Toutefois, l’apport des Sénégalais de l’extérieur dans l’investissement économique est relativement faible. En effet, l’essentiel des transferts de fonds effectués par les émigrés sont destinés à la consommation des ménages d’origine. Le souci majeur renvoie à la question de savoir comment orienter une part importante de ces envois de fonds vers l’investissement économiquement productif.

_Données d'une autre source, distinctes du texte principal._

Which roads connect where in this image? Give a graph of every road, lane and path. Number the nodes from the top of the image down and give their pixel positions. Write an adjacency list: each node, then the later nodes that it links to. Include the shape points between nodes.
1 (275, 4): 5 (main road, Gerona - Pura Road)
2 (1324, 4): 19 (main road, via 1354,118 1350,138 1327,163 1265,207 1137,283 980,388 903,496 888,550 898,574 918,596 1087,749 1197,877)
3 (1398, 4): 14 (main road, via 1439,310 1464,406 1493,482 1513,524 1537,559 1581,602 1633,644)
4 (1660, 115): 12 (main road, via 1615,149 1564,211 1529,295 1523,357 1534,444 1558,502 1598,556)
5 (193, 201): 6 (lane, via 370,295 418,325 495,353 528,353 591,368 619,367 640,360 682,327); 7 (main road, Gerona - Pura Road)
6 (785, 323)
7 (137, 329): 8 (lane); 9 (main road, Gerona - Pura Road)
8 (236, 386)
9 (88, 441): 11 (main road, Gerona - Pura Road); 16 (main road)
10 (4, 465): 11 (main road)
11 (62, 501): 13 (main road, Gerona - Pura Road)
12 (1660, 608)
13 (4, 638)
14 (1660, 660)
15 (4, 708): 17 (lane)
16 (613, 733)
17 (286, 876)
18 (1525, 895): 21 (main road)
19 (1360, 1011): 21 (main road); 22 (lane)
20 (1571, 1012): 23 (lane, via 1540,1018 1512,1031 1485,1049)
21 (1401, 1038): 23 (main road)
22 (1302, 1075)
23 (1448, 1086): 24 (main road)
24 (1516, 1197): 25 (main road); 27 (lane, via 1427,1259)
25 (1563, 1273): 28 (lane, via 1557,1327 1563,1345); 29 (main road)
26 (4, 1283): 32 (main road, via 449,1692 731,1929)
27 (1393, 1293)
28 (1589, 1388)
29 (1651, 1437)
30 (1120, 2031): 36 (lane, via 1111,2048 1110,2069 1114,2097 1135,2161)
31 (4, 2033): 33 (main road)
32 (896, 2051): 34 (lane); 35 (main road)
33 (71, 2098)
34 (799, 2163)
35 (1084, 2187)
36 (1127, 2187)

Dans cette optique, plusieurs initiatives sont développées, à travers des projets et programmes de mobilisation des ressources financières et de savoir-faire des émigrés en vue de leur investissement dans les secteurs porteurs et générateurs d’emplois. Ces actions restent encore limitées. Mais de telles initiatives permettent d’ouvrir de nouvelles approches, au niveau local, dans les zones d’émigration, mais aussi au niveau central de la prise de décision politique.
Emploi des jeunes
L’emploi des jeunes demeure une préoccupation majeure. La population sénégalaise est caractérisée par sa jeunesse : l’âge médian est de 18 ans en 2013, ce ratio étant de 17 ans chez les hommes contre 19 ans chez les femmes. L’âge moyen se situe à 22,7 ans. Par ailleurs, les moins de 25 ans représentent 62% de la population totale selon les données du dernier recensement de 2013.

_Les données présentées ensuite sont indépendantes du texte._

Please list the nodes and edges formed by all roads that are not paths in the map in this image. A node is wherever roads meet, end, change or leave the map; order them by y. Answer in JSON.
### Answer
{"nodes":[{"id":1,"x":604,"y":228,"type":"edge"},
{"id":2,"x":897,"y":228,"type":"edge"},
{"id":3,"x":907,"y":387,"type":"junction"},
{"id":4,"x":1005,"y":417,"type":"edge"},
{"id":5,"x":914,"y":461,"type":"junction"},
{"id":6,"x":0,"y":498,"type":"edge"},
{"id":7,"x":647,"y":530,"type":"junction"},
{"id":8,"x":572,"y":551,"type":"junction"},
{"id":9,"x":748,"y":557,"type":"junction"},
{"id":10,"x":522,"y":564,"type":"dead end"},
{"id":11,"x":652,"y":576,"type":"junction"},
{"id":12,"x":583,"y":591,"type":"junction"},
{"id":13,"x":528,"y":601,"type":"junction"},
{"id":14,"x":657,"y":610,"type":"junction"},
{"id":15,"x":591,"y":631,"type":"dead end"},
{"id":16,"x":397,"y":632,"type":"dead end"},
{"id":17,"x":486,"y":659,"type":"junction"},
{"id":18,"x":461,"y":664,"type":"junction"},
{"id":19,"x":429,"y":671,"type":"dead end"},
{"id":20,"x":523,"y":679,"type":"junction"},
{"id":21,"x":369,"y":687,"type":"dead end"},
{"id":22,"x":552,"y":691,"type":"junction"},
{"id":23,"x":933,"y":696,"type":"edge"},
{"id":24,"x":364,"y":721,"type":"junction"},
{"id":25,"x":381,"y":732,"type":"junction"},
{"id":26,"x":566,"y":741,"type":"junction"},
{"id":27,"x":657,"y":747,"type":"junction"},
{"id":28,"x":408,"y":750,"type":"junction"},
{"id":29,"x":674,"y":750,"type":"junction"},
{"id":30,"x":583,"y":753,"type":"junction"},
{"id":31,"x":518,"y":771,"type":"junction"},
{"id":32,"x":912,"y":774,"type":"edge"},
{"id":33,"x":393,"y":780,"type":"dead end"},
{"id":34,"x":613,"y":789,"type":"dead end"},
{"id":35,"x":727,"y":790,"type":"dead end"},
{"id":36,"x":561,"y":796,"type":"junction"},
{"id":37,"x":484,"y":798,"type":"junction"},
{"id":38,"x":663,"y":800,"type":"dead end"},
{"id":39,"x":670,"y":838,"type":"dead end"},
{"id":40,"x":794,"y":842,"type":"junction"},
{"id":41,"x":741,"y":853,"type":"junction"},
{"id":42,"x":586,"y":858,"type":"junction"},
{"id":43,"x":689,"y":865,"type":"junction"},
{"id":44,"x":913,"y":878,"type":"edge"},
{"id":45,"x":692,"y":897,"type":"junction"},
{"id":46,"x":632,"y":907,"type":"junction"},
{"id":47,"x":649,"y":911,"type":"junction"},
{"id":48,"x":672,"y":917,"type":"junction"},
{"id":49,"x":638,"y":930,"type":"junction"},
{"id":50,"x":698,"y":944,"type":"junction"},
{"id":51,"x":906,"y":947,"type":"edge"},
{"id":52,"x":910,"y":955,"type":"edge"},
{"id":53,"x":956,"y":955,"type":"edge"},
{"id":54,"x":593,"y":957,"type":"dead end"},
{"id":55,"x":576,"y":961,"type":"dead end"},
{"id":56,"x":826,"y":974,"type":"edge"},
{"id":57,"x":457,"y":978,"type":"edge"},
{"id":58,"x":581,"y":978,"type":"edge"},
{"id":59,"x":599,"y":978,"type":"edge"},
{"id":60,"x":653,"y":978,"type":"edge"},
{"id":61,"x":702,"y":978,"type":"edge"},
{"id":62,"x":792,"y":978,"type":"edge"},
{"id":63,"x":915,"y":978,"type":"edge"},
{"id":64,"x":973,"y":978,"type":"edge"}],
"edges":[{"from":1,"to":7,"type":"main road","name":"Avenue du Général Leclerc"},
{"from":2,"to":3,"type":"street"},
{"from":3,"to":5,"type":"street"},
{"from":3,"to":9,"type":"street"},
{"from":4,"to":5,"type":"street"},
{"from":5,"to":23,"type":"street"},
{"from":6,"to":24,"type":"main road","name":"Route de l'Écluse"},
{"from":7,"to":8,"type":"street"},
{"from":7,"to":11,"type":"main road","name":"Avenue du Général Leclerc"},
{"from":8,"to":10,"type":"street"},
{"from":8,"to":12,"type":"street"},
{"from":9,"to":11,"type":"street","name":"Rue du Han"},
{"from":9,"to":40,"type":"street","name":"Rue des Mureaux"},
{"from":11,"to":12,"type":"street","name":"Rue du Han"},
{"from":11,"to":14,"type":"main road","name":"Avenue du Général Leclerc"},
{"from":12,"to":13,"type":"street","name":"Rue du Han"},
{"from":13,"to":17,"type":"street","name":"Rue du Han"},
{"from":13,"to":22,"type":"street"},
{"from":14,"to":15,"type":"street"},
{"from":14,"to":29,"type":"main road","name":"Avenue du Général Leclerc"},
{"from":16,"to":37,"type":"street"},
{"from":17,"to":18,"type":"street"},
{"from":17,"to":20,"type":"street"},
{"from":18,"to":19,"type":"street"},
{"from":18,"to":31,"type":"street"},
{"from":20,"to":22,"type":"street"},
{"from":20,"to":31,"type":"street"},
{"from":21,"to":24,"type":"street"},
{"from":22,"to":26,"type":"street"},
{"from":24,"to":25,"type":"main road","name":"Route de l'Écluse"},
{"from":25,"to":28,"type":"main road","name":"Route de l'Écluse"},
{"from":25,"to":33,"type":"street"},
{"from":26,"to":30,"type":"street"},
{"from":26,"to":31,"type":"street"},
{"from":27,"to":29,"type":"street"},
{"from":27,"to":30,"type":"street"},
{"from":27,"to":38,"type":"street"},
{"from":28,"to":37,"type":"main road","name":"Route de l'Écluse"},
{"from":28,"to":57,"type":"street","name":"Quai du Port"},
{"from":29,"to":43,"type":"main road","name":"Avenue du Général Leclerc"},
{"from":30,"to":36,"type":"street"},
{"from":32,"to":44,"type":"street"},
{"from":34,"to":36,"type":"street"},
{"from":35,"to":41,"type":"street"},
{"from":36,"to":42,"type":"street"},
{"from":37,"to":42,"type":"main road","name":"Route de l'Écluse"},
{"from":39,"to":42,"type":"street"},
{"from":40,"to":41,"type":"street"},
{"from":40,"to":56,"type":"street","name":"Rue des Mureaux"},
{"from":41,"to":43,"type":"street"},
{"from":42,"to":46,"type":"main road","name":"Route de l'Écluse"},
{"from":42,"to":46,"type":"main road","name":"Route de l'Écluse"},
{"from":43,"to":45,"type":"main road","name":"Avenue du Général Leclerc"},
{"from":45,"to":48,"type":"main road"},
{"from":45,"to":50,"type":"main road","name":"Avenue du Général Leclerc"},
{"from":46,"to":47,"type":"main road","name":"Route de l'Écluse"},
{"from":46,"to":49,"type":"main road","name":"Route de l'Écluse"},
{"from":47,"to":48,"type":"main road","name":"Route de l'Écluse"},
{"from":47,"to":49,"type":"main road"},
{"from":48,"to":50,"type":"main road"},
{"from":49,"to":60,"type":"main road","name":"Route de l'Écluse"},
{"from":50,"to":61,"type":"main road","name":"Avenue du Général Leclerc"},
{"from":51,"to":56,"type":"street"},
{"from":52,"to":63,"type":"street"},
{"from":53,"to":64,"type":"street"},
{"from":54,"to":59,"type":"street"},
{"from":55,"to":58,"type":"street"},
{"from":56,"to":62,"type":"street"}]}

Par rapport à la population potentiellement active, la capacité d’absorption des demandes d’emploi par le secteur public est marginale. En 2013, la population en âge de travailler est évaluée à 7.827.009 pour 5.018 emplois créés dans la fonction publique au cours de la même année. Le secteur privé contribue aussi faiblement à l’absorption de la quantité importante de la main-d’œuvre disponible sur le marché du travail. Ce secteur n’a généré que 31.460 emplois au 31 décembre 2017 selon les données de la Direction des Statistiques du Travail et des Etudes (DSTE).
Cette faiblesse de l’offre d’emplois formels contribue fortement à faire du secteur informel le principal secteur d’insertion économique de la population en âge de travailler. Mais la dynamique de ce secteur s’appuie essentiellement sur l’utilisation de travailleurs très peu ou pas rémunérés, ce qui sous-entend l’existence d’un important sous-emploi.
Les difficultés de la jeunesse sénégalaise renvoient au problème fondamental de la formation et de l’emploi. Dans le même temps, la structure par âge ouvre une fenêtre d’opportunité, à travers la capture du dividende démographique, pour accélérer sa croissance économique.
Traite des personnes
Le Sénégal est à la fois un pays d’origine, de transit et de destination du trafic illicite de migrants et de la traite des personnes. Mais à l’état actuel, il est difficile de déterminer leur ampleur et incidence réelle. Il n’existe pas de système de données centralisées sur la traite des personnes et le trafic illicite de migrants au Sénégal. Les quelques données existantes sont parcellaires, les statistiques pratiquement inexistantes et la recherche encore embryonnaire.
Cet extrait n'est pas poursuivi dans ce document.